**Assignment:**
Scan the records for the string "Aadiyapatham"; copy each line where it occurs.
** Input data follows **
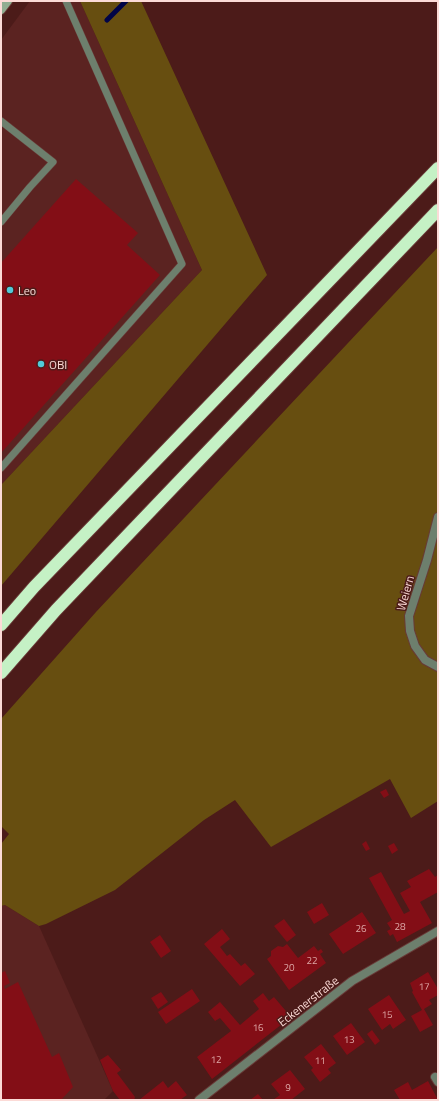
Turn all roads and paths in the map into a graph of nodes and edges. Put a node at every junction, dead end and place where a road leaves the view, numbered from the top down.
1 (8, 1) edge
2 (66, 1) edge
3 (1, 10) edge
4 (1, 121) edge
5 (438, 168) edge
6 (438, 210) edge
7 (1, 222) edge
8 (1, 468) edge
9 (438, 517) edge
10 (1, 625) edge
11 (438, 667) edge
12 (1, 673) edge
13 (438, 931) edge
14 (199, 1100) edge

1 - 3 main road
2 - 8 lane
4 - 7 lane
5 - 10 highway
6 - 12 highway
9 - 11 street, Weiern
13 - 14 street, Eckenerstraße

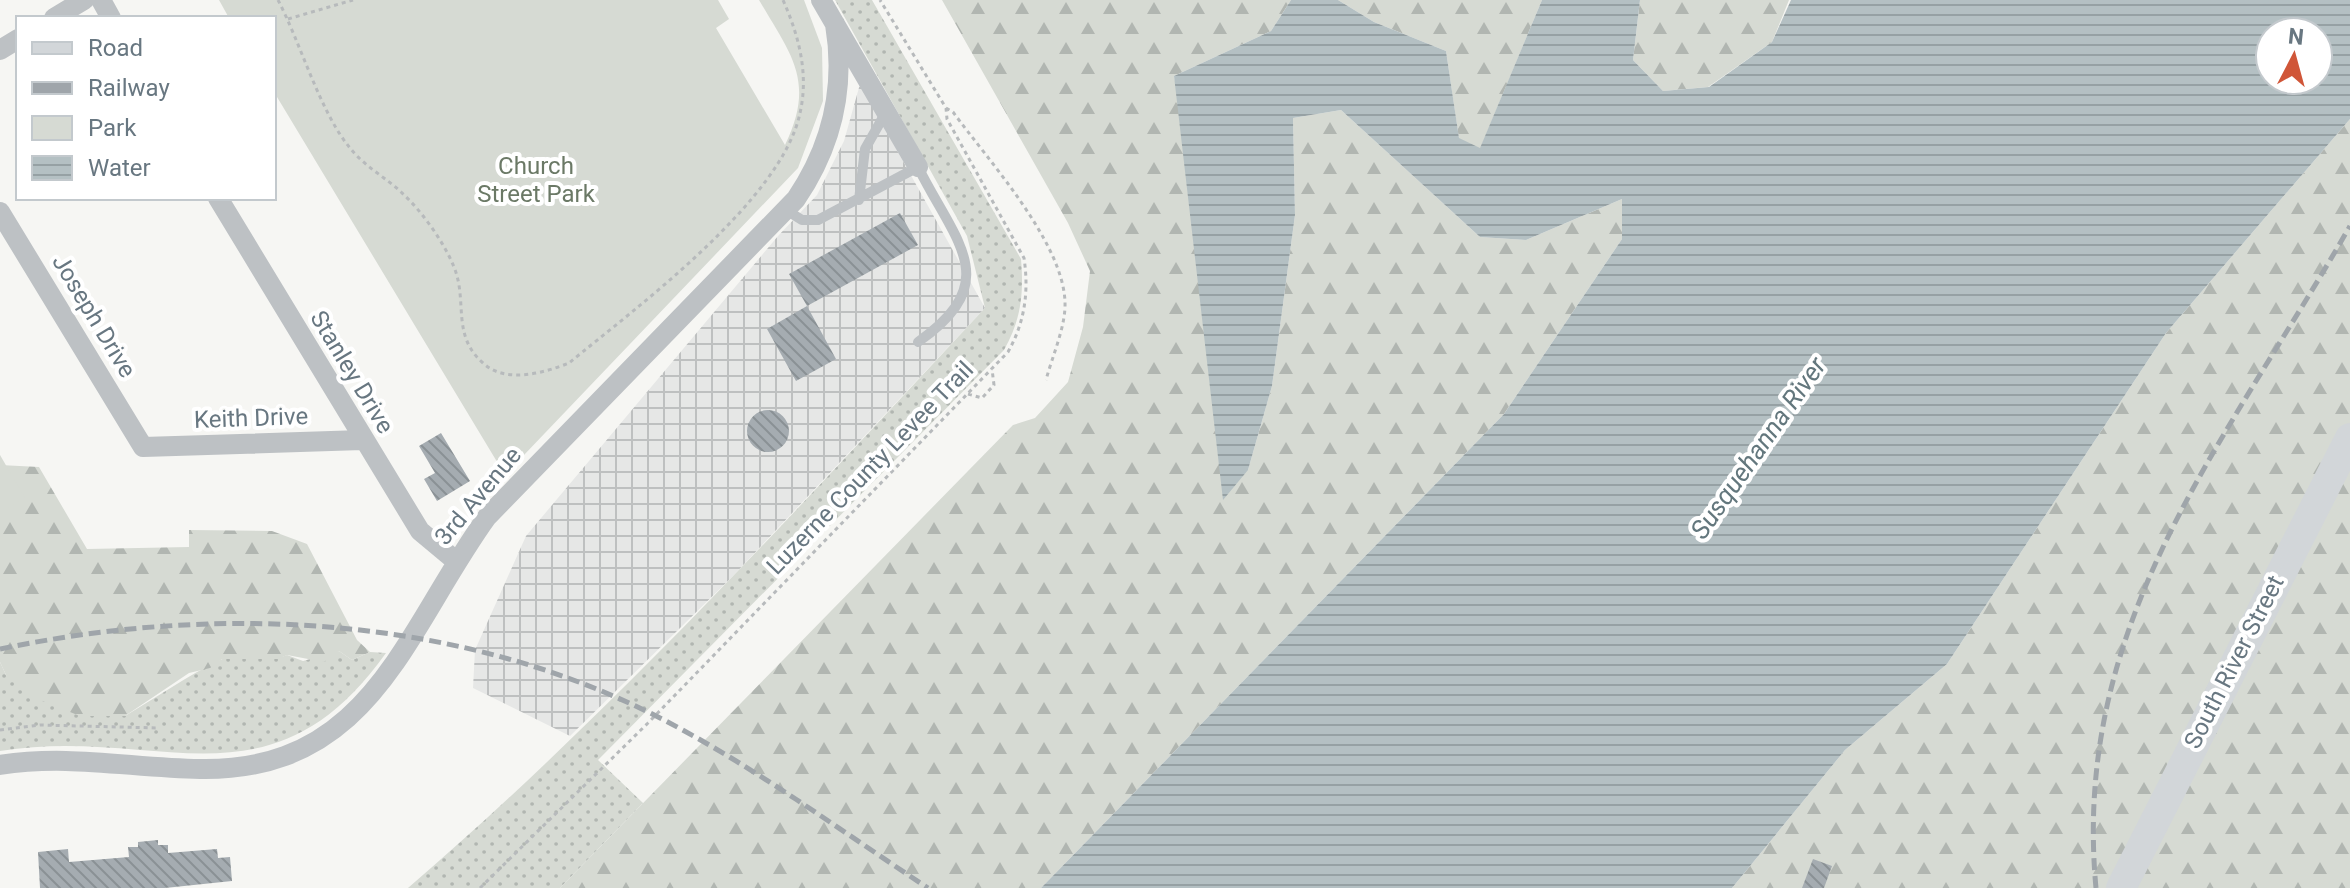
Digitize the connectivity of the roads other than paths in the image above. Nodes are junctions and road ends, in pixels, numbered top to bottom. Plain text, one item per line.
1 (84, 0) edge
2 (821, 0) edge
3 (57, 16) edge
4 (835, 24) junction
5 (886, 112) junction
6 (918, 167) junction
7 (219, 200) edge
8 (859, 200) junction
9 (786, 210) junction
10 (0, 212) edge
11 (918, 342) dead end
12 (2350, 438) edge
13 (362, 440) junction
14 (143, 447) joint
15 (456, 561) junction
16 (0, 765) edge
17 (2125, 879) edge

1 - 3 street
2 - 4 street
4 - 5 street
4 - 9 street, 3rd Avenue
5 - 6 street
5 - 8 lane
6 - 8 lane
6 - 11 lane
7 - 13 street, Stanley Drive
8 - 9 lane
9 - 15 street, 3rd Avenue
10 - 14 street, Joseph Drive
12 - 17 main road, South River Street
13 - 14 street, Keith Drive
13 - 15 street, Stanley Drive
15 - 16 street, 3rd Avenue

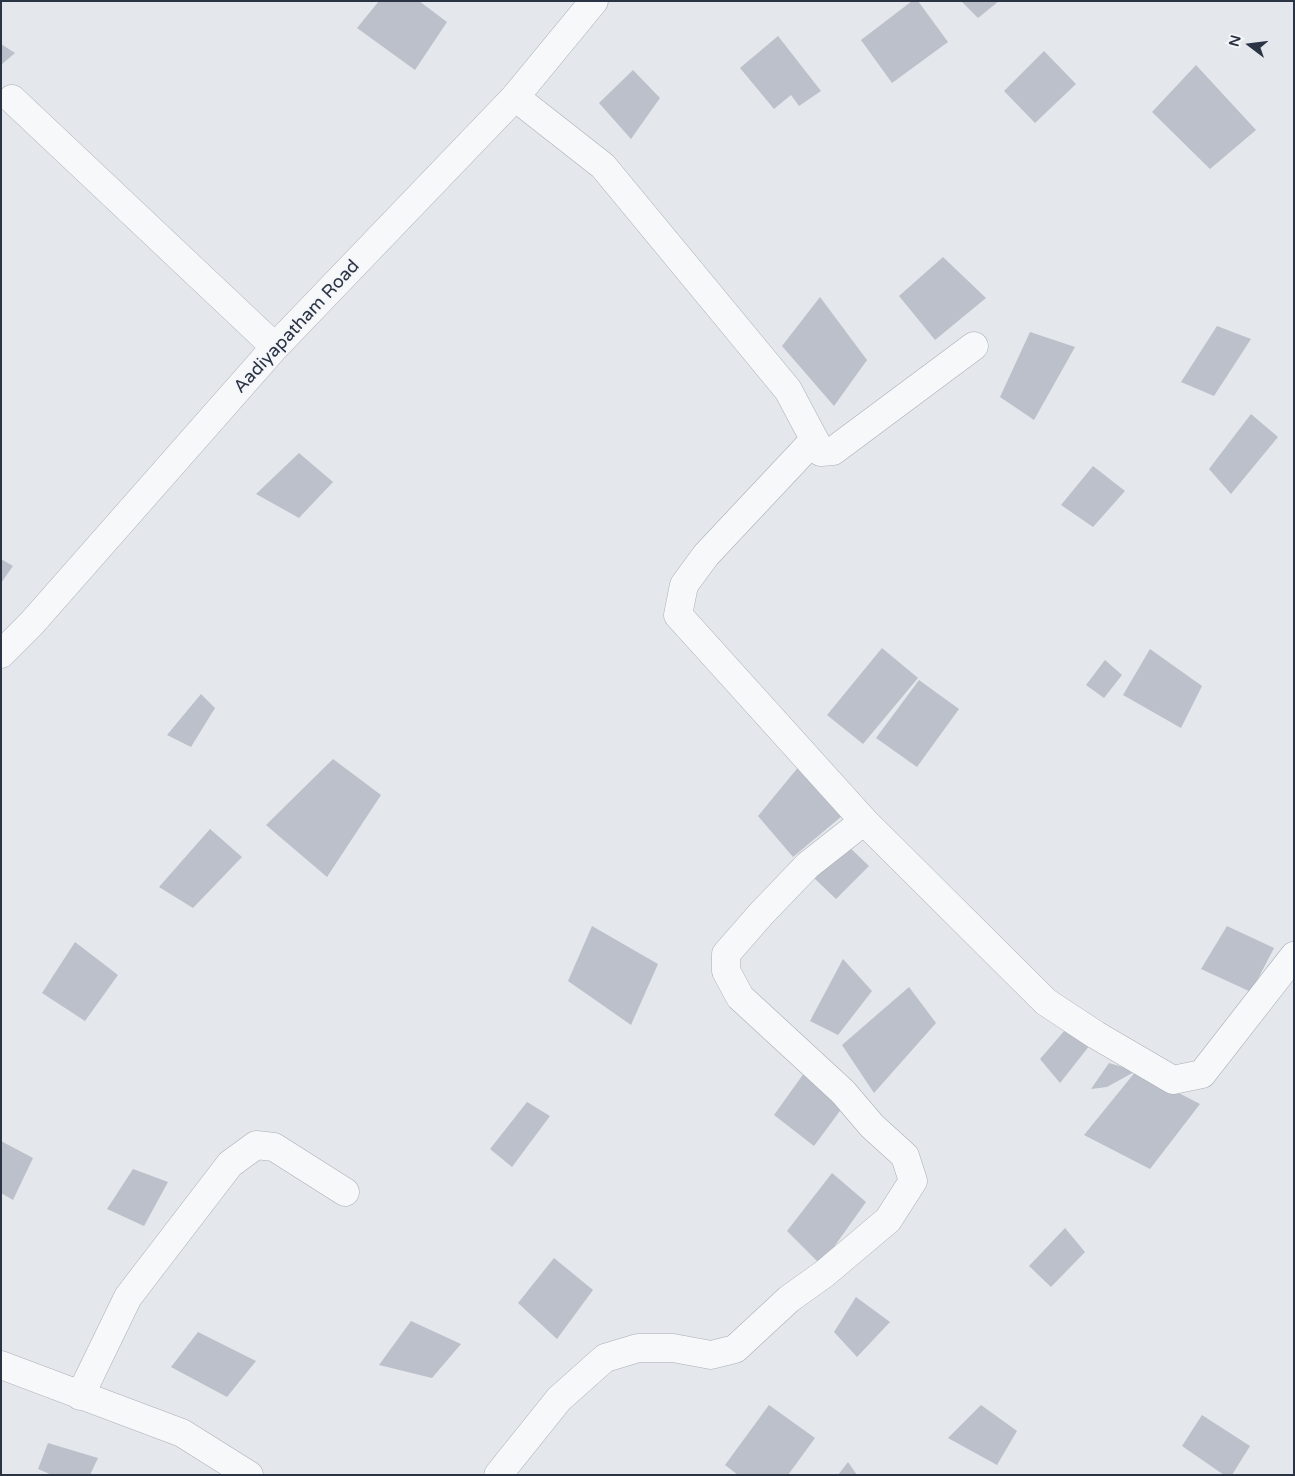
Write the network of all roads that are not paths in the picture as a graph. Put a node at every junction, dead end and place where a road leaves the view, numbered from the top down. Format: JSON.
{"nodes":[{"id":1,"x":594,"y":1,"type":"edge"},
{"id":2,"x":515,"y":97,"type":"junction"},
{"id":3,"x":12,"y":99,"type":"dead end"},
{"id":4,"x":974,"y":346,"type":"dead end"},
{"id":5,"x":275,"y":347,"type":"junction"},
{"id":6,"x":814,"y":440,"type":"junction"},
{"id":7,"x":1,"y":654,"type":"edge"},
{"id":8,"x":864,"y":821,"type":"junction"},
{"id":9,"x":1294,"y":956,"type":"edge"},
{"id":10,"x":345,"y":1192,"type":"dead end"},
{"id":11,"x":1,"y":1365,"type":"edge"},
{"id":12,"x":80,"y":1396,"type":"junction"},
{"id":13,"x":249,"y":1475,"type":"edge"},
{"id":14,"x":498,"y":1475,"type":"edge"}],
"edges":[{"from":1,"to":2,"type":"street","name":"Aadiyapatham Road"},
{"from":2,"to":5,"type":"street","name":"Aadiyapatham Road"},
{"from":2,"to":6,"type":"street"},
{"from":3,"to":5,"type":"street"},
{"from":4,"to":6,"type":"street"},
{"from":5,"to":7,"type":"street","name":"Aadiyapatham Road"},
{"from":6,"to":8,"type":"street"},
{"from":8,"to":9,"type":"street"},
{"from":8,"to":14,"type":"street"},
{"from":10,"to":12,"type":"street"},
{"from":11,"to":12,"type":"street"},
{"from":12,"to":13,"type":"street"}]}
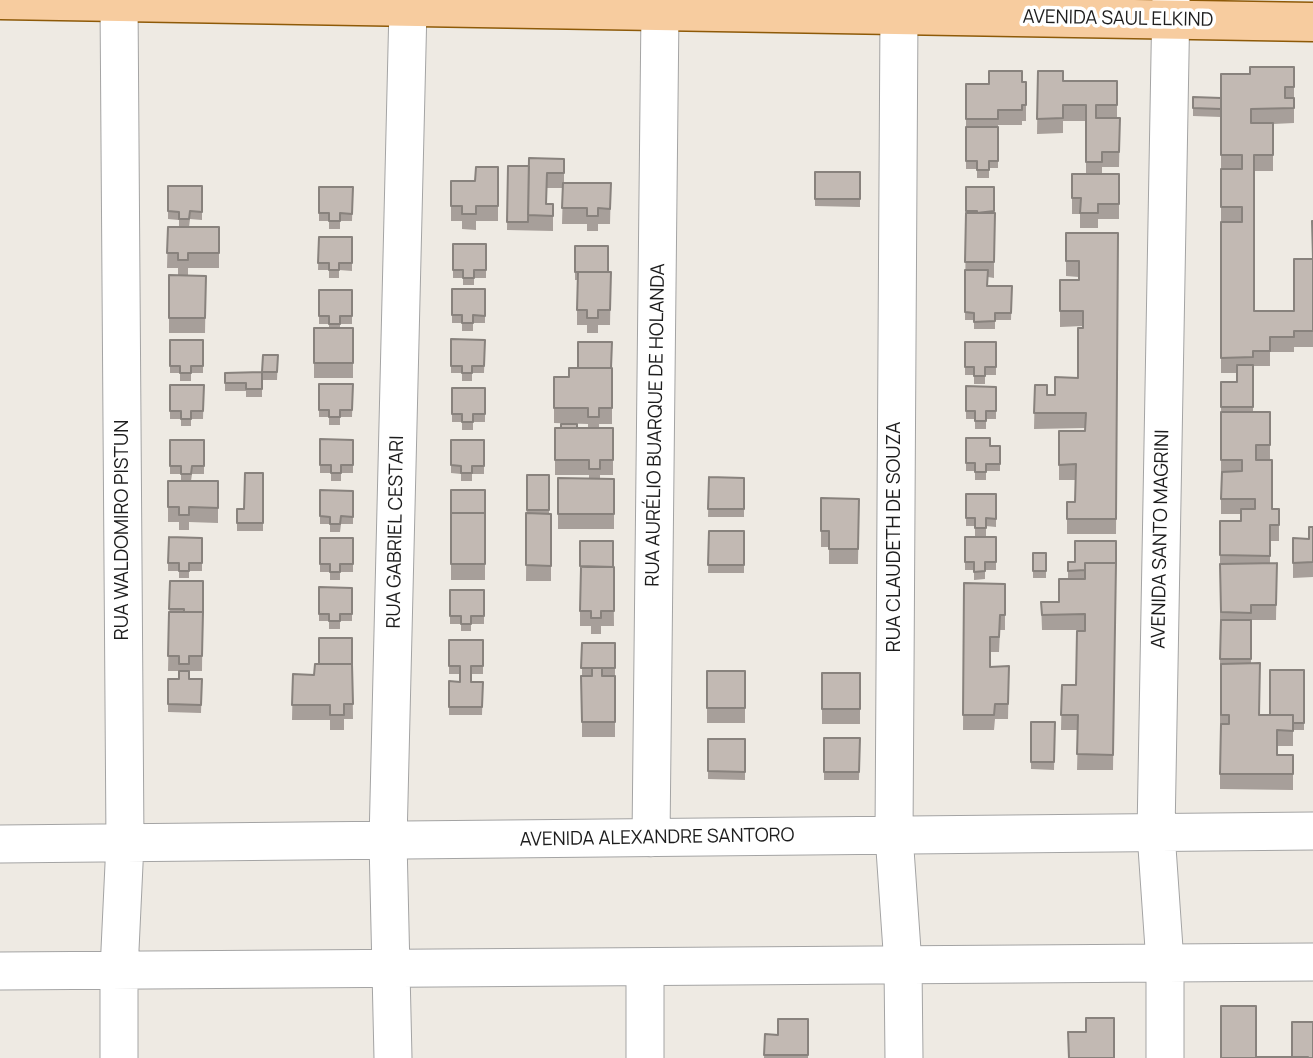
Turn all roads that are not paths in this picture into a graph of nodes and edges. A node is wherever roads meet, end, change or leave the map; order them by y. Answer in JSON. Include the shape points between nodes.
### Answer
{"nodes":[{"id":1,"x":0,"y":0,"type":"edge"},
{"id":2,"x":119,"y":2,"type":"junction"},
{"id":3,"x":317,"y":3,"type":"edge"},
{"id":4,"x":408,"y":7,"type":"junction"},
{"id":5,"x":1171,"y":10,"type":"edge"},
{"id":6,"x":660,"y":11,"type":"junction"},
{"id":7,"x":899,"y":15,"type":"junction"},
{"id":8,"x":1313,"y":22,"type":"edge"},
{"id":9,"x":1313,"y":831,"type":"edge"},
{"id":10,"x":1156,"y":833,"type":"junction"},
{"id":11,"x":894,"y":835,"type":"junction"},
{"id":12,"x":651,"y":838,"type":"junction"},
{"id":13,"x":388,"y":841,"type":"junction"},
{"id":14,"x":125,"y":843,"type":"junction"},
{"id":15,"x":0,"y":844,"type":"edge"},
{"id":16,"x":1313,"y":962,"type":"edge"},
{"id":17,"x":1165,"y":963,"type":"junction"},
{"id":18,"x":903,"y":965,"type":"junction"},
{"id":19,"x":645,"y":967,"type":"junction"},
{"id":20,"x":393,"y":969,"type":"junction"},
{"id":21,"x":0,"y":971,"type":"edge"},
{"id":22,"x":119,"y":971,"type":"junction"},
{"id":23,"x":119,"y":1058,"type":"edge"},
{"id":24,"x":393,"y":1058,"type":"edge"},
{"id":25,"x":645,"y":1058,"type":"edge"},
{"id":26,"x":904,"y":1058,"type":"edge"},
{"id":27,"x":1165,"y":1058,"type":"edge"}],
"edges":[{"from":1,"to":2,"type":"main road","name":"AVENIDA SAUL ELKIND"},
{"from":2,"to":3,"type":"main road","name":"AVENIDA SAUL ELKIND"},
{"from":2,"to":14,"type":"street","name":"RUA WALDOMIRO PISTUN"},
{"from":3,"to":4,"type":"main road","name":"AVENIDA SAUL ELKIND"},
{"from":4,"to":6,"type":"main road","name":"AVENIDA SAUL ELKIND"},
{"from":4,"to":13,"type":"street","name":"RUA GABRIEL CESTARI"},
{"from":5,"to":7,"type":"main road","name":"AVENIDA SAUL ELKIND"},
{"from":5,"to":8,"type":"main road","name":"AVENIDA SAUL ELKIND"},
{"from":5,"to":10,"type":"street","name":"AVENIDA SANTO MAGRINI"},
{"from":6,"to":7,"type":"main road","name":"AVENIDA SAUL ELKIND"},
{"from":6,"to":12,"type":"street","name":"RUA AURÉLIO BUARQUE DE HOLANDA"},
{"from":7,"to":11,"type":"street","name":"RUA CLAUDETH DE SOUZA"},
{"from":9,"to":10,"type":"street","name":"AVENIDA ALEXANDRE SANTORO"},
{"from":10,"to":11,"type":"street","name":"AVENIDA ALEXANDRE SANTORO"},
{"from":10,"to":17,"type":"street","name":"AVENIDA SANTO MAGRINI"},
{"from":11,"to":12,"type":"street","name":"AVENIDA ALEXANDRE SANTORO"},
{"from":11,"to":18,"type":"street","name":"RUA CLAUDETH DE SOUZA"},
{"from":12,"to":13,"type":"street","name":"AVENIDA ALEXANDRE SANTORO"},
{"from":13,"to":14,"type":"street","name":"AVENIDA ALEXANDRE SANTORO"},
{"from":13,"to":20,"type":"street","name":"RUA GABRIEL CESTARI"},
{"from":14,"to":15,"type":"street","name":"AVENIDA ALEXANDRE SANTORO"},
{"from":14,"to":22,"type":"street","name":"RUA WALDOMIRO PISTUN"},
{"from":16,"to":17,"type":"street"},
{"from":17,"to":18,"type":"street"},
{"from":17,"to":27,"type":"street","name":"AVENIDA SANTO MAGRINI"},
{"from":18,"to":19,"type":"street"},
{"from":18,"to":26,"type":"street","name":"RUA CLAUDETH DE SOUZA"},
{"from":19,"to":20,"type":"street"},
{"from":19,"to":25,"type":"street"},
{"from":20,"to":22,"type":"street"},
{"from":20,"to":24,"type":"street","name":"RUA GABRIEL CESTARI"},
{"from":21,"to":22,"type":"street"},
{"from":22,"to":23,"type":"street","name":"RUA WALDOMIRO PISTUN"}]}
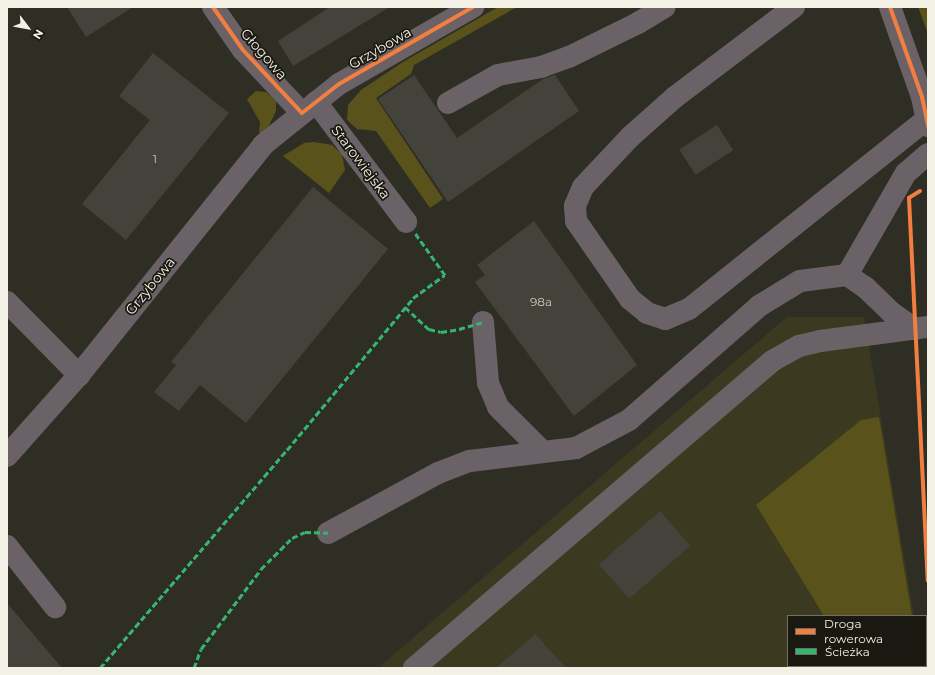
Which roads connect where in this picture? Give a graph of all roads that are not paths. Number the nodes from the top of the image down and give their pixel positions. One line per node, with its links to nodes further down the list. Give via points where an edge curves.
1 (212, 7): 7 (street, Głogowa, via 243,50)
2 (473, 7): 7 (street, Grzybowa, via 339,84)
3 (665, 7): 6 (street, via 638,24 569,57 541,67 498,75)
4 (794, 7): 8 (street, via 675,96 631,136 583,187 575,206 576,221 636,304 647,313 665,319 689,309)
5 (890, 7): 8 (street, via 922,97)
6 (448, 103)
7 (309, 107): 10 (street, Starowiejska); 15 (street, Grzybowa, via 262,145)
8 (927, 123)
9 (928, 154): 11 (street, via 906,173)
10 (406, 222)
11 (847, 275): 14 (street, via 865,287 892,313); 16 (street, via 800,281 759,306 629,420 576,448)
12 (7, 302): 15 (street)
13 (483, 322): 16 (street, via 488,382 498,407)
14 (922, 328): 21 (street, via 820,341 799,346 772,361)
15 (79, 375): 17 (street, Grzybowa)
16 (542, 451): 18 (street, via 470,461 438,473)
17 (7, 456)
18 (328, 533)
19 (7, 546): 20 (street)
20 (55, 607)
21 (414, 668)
** End of Input data **
**Solution for this exercise:**
"edges":[{"from":1,"to":2,"type":"street","name":"Aadiyapatham Road"},
{"from":2,"to":5,"type":"street","name":"Aadiyapatham Road"},
{"from":5,"to":7,"type":"street","name":"Aadiyapatham Road"},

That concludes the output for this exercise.